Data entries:
------------------------------------------------------------

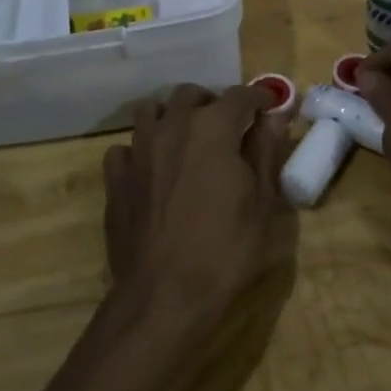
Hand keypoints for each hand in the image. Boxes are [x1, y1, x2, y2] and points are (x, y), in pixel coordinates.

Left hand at [102, 84, 291, 333]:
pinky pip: (124, 148)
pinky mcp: (115, 179)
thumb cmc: (226, 250)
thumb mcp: (262, 203)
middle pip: (191, 94)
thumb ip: (266, 152)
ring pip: (151, 111)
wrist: (164, 296)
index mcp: (213, 128)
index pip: (240, 95)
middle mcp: (172, 126)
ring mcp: (138, 150)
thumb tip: (275, 117)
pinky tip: (151, 170)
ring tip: (186, 140)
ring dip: (171, 116)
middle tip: (228, 126)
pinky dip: (140, 150)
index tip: (269, 106)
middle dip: (212, 102)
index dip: (259, 97)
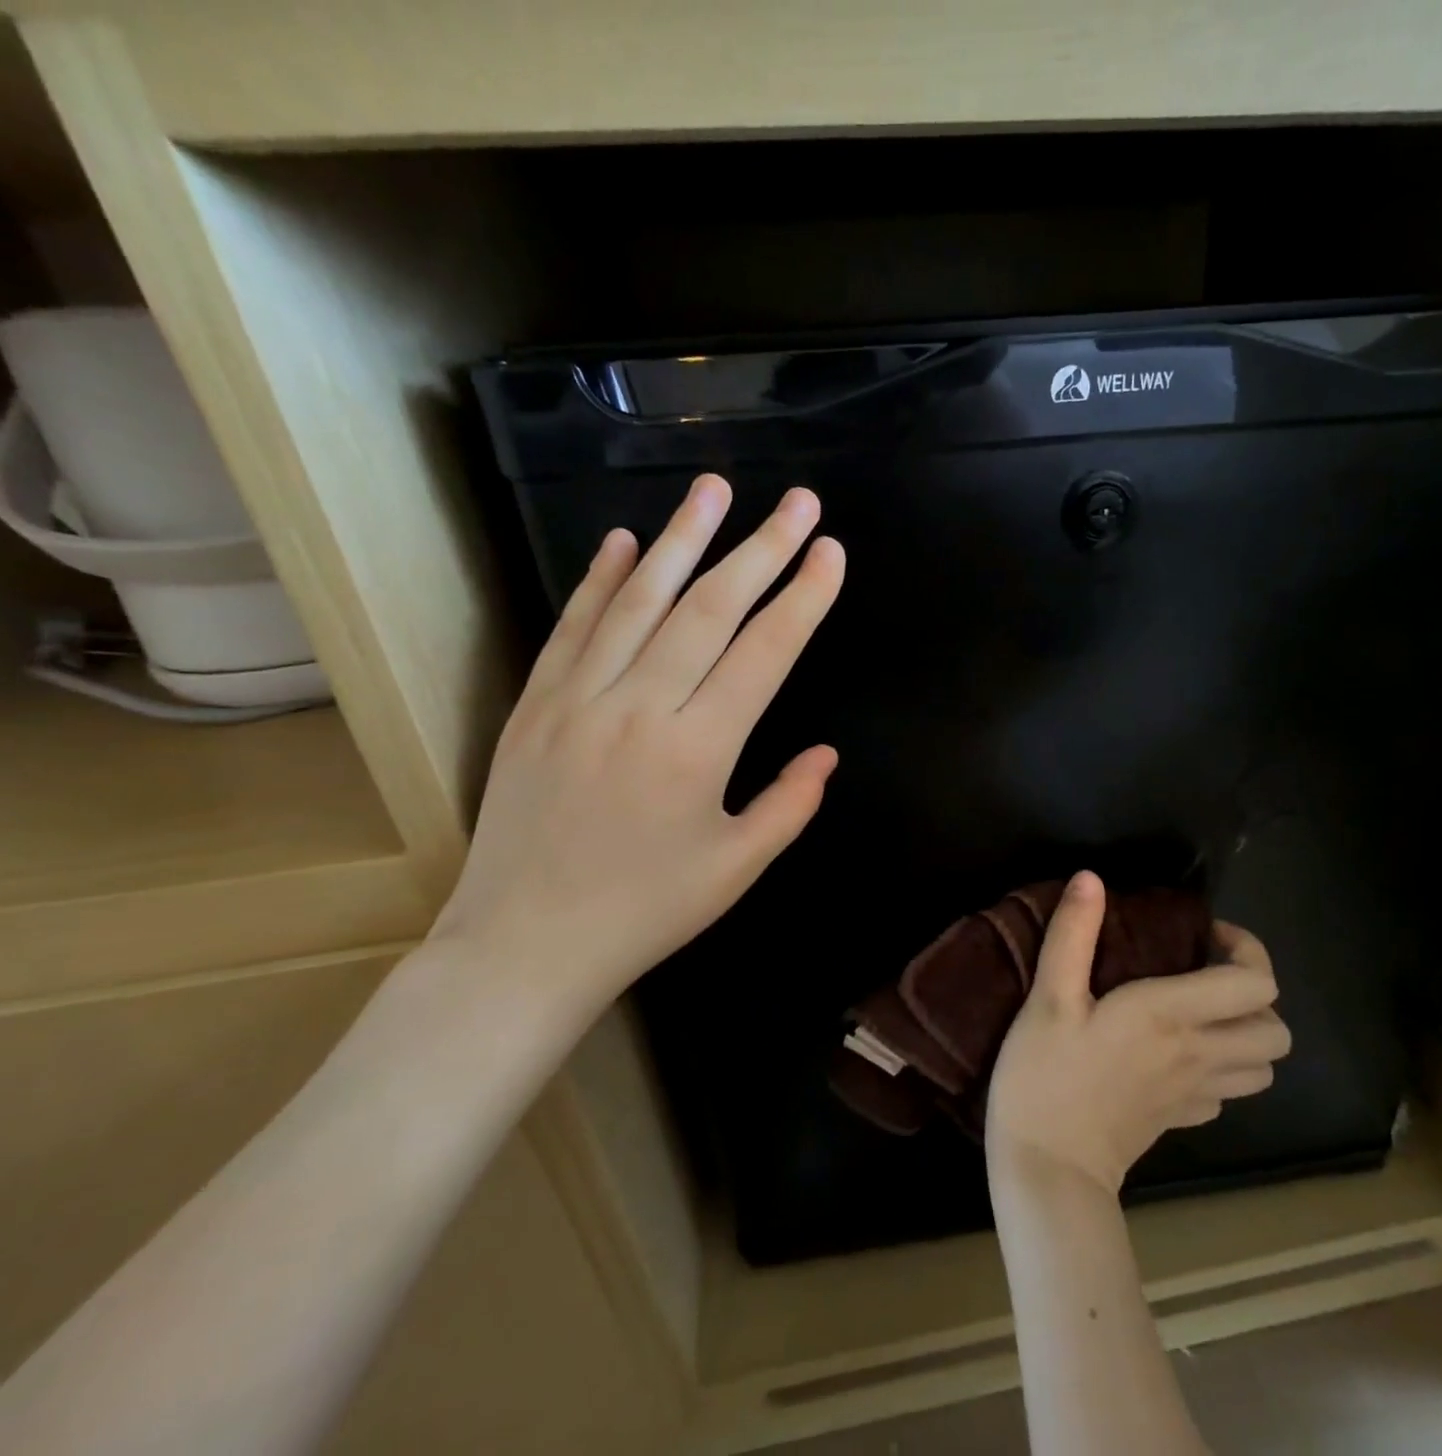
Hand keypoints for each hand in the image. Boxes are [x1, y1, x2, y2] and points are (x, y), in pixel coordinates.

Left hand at [429, 473, 844, 1017]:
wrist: (523, 947)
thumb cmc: (644, 912)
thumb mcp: (736, 869)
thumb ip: (790, 804)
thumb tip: (826, 754)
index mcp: (698, 750)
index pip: (764, 653)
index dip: (802, 598)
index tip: (830, 551)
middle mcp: (639, 709)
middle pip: (710, 610)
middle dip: (761, 549)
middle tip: (797, 501)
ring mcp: (579, 700)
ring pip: (639, 602)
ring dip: (682, 539)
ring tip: (714, 488)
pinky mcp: (535, 706)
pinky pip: (572, 629)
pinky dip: (601, 581)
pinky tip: (624, 542)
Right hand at [985, 871, 1290, 1196]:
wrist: (1048, 1171)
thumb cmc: (1046, 1076)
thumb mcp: (1049, 997)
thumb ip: (1072, 933)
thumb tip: (1091, 878)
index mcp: (1172, 1016)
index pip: (1256, 983)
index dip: (1245, 949)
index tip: (1202, 934)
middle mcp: (1198, 1054)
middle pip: (1276, 1030)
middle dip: (1253, 993)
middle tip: (1204, 972)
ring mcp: (1194, 1095)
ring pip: (1262, 1067)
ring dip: (1244, 1034)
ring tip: (1199, 1012)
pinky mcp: (1179, 1121)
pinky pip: (1226, 1093)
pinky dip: (1220, 1070)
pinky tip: (1178, 1056)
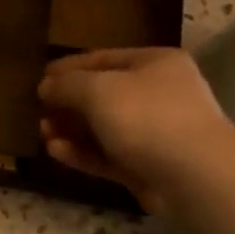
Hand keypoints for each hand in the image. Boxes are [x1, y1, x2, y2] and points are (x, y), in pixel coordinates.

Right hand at [37, 48, 231, 213]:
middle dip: (69, 103)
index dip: (69, 67)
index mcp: (155, 63)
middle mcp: (159, 94)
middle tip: (40, 110)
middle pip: (104, 94)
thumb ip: (67, 84)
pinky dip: (84, 152)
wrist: (195, 175)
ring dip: (73, 130)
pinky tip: (56, 152)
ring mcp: (157, 133)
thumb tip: (46, 86)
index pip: (103, 58)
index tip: (40, 78)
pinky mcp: (150, 167)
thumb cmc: (146, 116)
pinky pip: (110, 155)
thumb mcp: (97, 89)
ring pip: (105, 128)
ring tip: (43, 134)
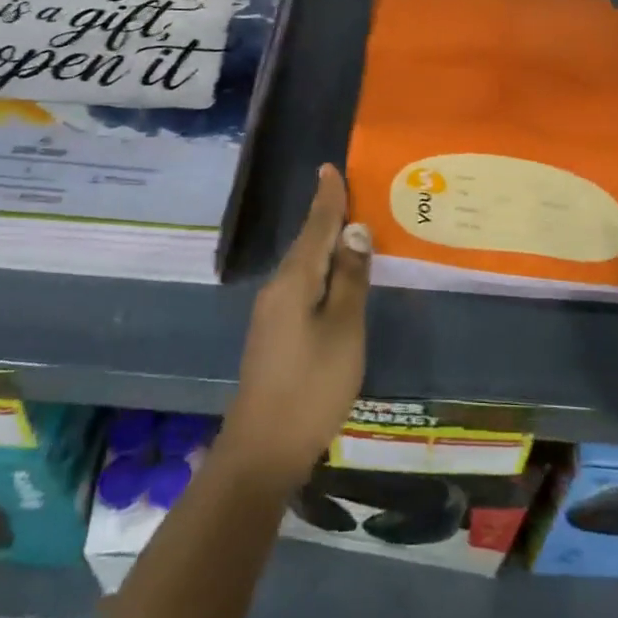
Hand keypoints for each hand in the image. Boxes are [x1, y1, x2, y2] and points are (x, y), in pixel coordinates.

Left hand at [218, 165, 370, 494]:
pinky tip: (334, 274)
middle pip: (307, 242)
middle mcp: (277, 289)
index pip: (315, 227)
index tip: (330, 167)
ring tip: (349, 225)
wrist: (263, 450)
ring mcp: (272, 313)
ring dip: (324, 242)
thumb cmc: (312, 385)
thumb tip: (355, 230)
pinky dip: (320, 269)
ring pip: (304, 265)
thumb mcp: (343, 329)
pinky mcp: (275, 334)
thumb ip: (350, 277)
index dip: (327, 198)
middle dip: (327, 215)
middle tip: (350, 190)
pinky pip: (301, 285)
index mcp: (294, 281)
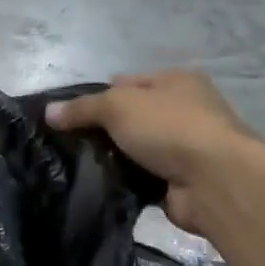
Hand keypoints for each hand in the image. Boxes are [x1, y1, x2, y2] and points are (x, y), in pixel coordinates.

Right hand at [45, 72, 259, 232]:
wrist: (215, 182)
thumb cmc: (169, 128)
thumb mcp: (116, 105)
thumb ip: (81, 108)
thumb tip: (49, 112)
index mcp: (176, 81)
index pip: (126, 82)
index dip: (96, 96)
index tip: (68, 116)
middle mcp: (185, 109)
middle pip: (130, 116)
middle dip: (102, 129)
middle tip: (69, 142)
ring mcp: (186, 147)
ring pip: (135, 148)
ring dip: (113, 157)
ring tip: (78, 165)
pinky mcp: (181, 179)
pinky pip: (142, 176)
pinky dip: (125, 180)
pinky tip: (101, 184)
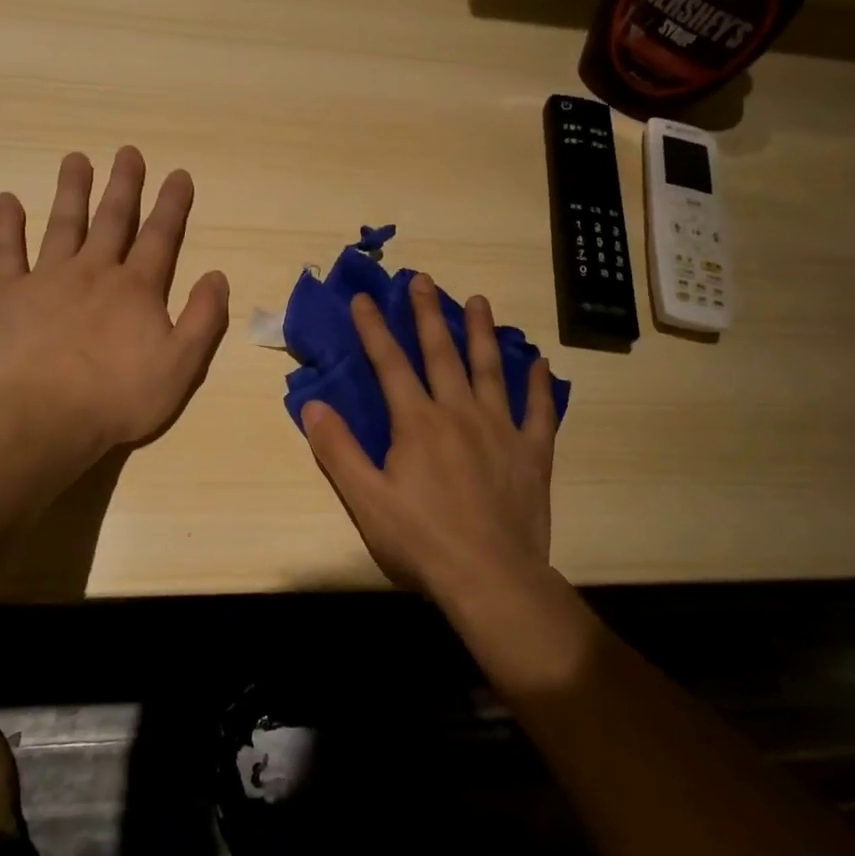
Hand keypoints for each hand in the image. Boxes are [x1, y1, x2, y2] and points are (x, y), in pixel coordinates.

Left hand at [0, 147, 229, 451]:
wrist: (46, 420)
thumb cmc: (120, 397)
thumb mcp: (182, 365)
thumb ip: (204, 318)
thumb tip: (217, 276)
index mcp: (138, 288)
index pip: (161, 236)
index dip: (172, 204)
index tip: (178, 174)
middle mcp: (95, 271)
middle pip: (112, 219)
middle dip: (124, 184)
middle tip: (128, 152)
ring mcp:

------------------------------------------------------------

- [Your task]
Each line in the data that holds the word "Left" must be copied.

- [Reply to the task]
Left hand at [102, 84, 291, 333]:
Left hand at [429, 473, 844, 1017]:
Left hand at [218, 165, 370, 494]:
Left hand at [0, 147, 229, 451]:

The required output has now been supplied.